State how many lines in the records hold the word "Cornelia", giving the number and no other text.

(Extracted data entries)
++++
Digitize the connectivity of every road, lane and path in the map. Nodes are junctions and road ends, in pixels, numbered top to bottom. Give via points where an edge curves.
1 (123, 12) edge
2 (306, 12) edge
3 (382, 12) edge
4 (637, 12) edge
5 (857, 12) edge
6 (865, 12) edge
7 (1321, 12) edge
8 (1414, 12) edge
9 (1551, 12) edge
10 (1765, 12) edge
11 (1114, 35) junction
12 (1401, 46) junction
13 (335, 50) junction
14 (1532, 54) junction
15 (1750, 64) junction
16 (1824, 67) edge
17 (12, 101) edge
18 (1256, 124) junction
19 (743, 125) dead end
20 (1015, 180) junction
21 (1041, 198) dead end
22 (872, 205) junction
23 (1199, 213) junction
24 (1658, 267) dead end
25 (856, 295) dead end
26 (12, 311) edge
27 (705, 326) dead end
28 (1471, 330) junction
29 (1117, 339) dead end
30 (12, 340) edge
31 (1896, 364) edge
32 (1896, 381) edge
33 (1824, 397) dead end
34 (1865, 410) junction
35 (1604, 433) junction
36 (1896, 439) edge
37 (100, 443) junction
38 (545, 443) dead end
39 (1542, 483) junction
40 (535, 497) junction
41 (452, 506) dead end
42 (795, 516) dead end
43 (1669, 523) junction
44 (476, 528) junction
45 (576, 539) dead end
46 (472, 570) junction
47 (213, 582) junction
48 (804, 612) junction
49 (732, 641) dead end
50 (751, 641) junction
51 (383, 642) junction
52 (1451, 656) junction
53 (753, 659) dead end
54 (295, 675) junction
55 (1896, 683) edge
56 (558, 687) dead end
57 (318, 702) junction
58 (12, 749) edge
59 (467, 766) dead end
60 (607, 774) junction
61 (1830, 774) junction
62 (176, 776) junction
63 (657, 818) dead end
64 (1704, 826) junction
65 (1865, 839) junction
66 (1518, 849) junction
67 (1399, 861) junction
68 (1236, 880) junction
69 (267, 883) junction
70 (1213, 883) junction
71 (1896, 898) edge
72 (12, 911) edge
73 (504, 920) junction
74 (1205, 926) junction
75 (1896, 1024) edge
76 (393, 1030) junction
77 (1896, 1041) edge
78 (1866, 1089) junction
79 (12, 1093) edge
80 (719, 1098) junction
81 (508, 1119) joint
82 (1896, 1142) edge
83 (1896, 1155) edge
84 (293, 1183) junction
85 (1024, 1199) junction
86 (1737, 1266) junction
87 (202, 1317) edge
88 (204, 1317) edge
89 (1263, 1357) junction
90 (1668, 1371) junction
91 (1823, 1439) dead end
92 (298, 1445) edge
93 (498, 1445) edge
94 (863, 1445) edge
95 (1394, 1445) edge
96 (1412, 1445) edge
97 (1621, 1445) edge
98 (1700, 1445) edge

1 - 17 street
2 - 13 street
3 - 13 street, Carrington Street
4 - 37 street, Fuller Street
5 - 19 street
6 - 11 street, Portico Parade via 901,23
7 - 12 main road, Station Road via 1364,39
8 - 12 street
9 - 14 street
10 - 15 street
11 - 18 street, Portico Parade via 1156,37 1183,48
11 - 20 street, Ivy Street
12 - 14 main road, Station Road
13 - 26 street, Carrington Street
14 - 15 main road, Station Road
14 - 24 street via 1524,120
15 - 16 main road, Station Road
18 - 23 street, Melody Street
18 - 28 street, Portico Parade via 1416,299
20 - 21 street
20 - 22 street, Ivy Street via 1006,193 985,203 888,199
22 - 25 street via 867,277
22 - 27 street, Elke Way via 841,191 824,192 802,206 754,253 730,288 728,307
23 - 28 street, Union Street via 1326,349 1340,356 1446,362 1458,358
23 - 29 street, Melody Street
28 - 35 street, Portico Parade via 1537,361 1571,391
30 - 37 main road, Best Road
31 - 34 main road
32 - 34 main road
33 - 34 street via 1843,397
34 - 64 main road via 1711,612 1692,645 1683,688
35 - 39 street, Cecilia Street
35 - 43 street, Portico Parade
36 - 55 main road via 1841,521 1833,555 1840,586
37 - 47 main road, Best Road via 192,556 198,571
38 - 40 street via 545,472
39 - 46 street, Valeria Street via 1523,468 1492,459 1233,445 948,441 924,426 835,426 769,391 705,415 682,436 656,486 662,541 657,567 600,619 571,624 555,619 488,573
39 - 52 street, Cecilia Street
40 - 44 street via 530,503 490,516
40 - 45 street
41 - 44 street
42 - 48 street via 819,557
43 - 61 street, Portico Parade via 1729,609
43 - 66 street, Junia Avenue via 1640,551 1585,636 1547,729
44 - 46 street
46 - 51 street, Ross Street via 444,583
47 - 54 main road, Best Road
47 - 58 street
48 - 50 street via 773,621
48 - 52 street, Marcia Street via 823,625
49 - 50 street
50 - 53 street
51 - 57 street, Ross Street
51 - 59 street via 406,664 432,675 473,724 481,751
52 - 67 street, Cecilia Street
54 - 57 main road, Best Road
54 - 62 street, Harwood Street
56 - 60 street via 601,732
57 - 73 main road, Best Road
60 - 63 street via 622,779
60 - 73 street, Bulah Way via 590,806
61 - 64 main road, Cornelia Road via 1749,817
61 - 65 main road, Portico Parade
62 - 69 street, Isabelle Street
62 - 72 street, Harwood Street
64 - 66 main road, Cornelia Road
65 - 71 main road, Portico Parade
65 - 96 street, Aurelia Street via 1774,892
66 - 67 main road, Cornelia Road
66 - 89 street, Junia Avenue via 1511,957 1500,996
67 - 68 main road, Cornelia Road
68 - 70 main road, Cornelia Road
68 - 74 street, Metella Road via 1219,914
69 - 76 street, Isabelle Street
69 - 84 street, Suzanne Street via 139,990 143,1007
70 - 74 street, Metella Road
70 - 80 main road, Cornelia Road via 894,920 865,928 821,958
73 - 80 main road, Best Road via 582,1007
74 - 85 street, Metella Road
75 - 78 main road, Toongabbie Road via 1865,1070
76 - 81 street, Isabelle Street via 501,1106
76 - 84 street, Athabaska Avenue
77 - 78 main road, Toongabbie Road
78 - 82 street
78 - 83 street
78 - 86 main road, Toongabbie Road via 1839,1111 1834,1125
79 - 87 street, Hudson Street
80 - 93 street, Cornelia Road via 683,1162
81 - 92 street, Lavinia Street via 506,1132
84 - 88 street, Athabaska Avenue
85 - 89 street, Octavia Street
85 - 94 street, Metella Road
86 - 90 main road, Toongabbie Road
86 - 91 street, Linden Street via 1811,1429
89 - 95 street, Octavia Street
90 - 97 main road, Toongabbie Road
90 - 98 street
++++
• Reply: 7